Investigations by CPC earlier had confirmed allegations of violations of consumers’ rights leveled against MultiChoice Nigeria in the delivery of its service.
Consequently, it ordered the cable company to, among other things; provide toll-free lines to its subscribers, release free-to-air channels, even when subscription expires and compensate consumers across board for lost viewing time.
The council also observed that the DStv billing system, whereby “billing is not contemporaneous with the provision of service” was not in the best interest of consumers.
It, therefore, ordered MultiChoice to install a billing system that would ensure that billing was commensurate with the provision of service.
However, over six months after the order was given by the CPC, subscribers to DStv service were still agitating for better service experience.
Some of them said that DSTV was yet to comply to the order, alleging it was either the company had “settled the CPC or money has exchanged hands’’.
Martins Asuquo, a civil servant, said there was the need for the cable company to be more sensitive and responsive to the Nigerian market in view of the present economic challenges.
“Our regulatory bodies should call DStv operators to order.

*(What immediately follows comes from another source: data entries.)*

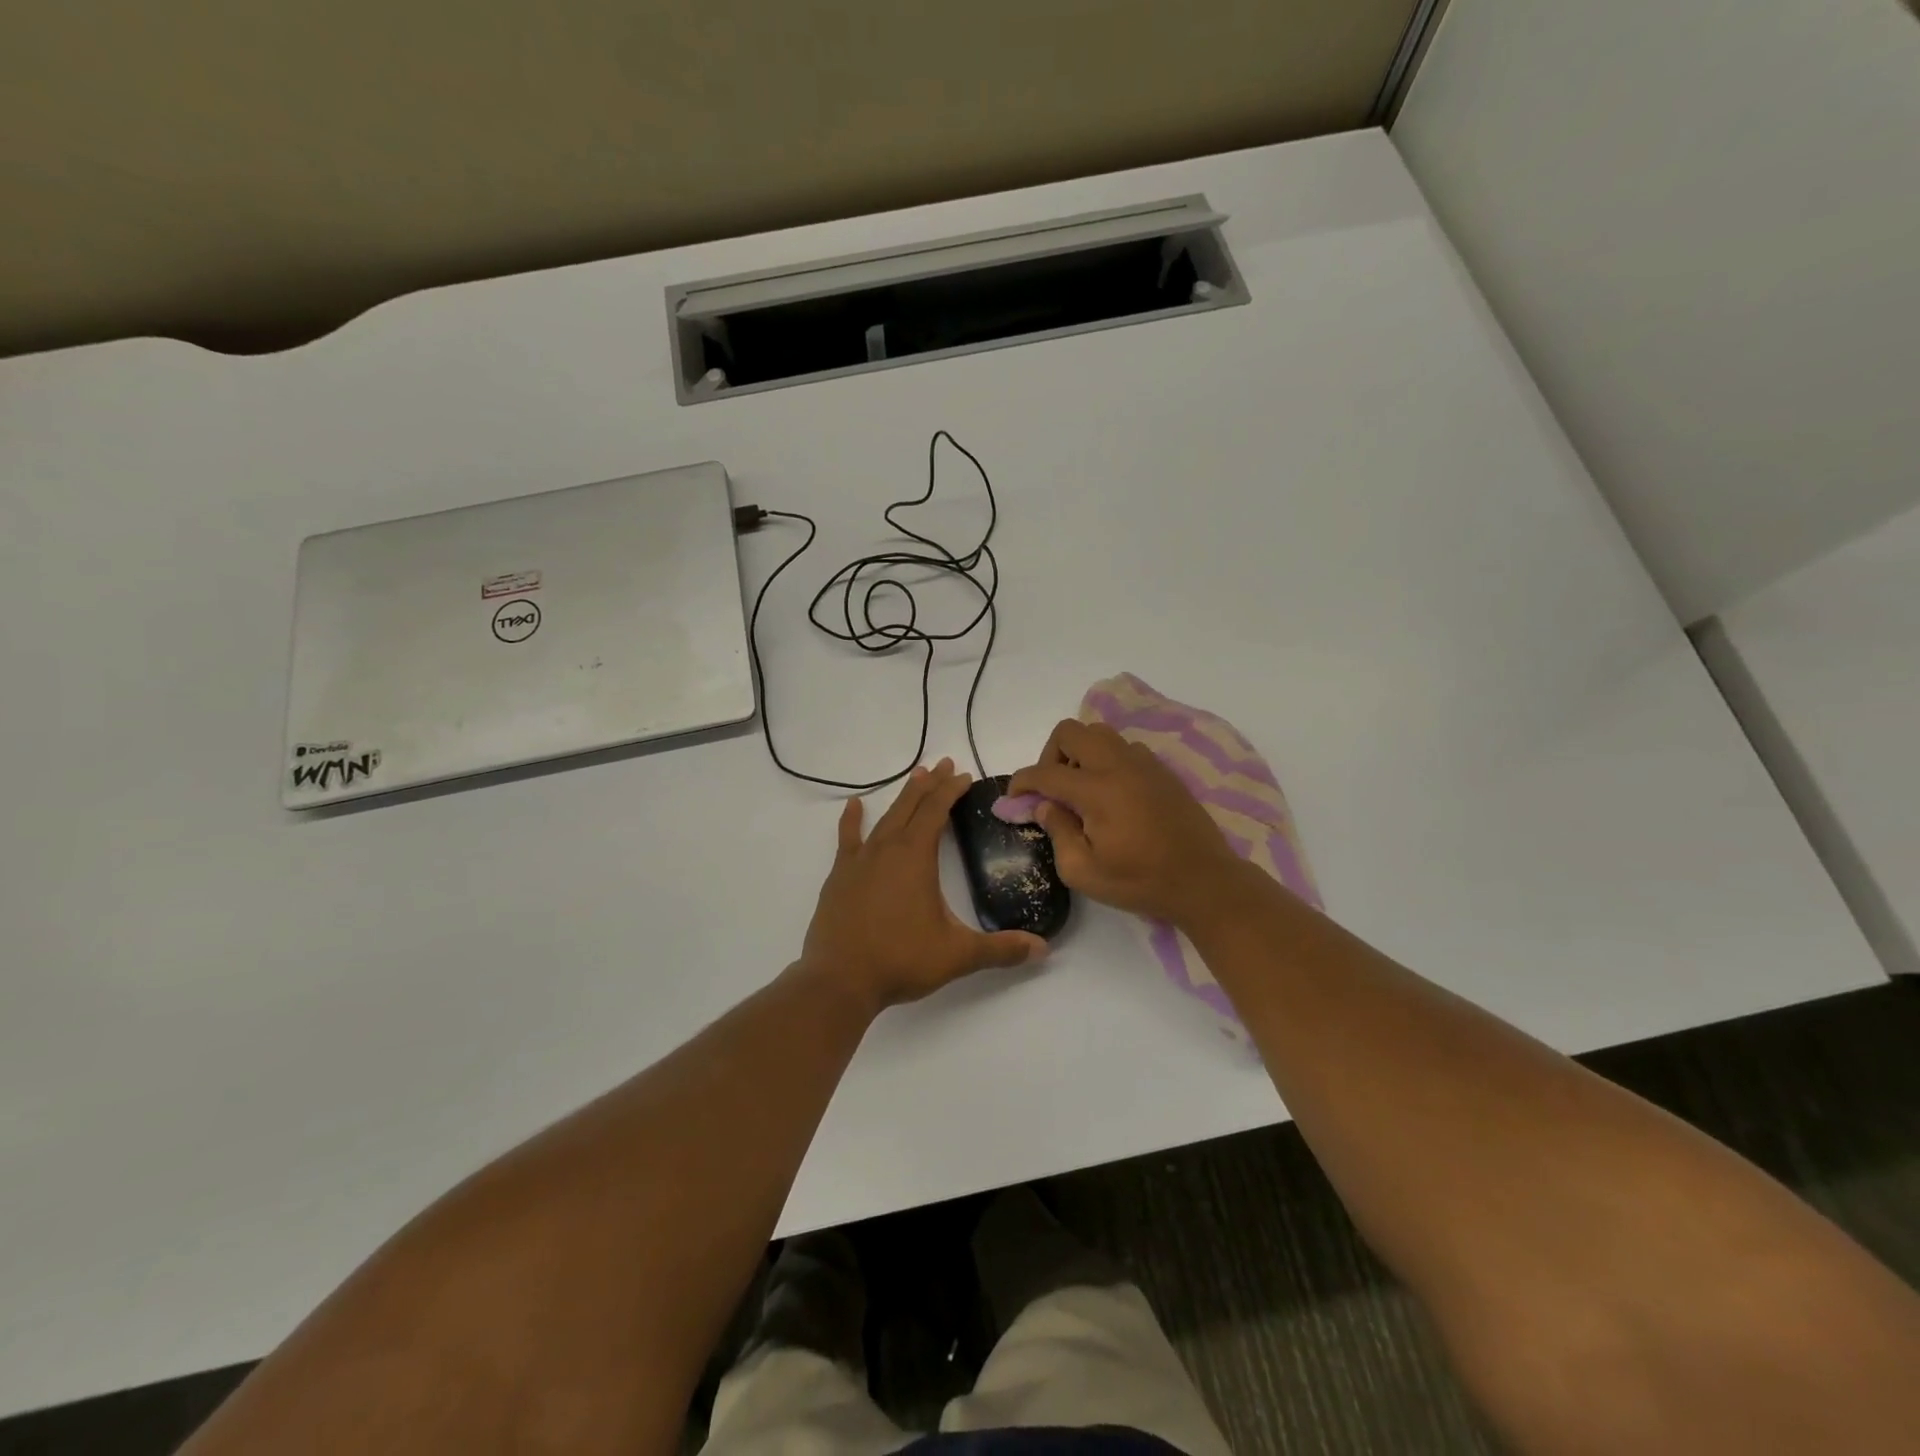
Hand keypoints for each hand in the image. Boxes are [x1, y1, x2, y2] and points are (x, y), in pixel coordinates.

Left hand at [801, 758, 1048, 1010]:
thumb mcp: (957, 955)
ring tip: (915, 776)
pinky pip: (848, 839)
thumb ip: (1000, 949)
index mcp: (915, 857)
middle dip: (930, 784)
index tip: (965, 776)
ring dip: (902, 797)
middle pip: (911, 806)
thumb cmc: (900, 960)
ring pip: (884, 818)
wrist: (839, 980)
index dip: (951, 790)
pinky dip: (852, 820)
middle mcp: (886, 849)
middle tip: (945, 764)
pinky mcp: (839, 877)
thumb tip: (1042, 949)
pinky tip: (854, 805)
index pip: (936, 811)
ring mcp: (859, 861)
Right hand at [1008, 719, 1249, 926]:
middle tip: (1052, 790)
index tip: (1014, 799)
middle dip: (1050, 756)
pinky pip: (1124, 747)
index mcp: (1097, 791)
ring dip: (1080, 754)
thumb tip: (1044, 806)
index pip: (1045, 772)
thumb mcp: (1084, 872)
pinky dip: (1106, 760)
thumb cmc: (1140, 882)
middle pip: (1070, 731)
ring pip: (1099, 733)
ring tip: (1081, 790)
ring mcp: (1144, 764)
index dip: (1021, 782)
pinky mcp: (1161, 770)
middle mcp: (1118, 765)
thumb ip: (1057, 833)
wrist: (1203, 881)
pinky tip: (1112, 794)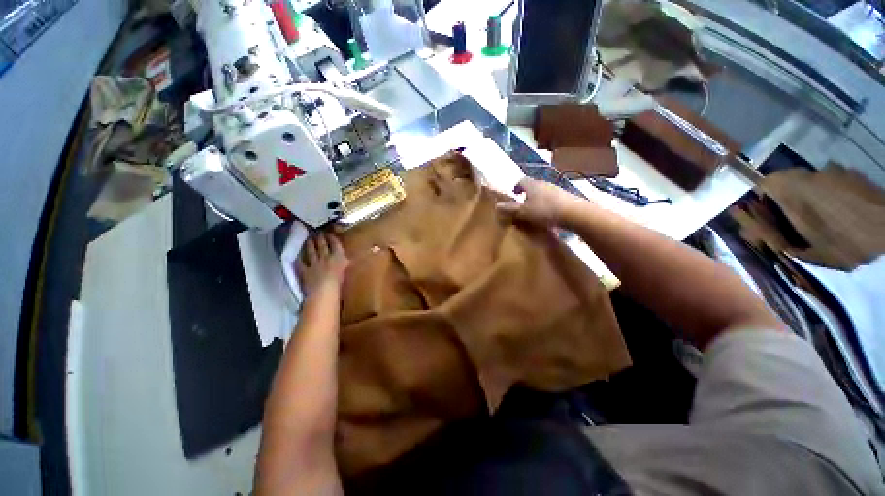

“If it really means well for Nigerians, DStv needs to listen to its customers and make its service affordable and readily accessible.
“If you are having any challenge with the service, you will have to make sure you have enough airtime on your phone before you can contact its customer centre.
“Why can’t they provide toll-free lines for us?
“If they have, let them make such lines readily available to their numerous customers across the country,” he said.
Mr Asuquo said it was annoying that the company always reminded customers to renew their subscription that was yet to expire.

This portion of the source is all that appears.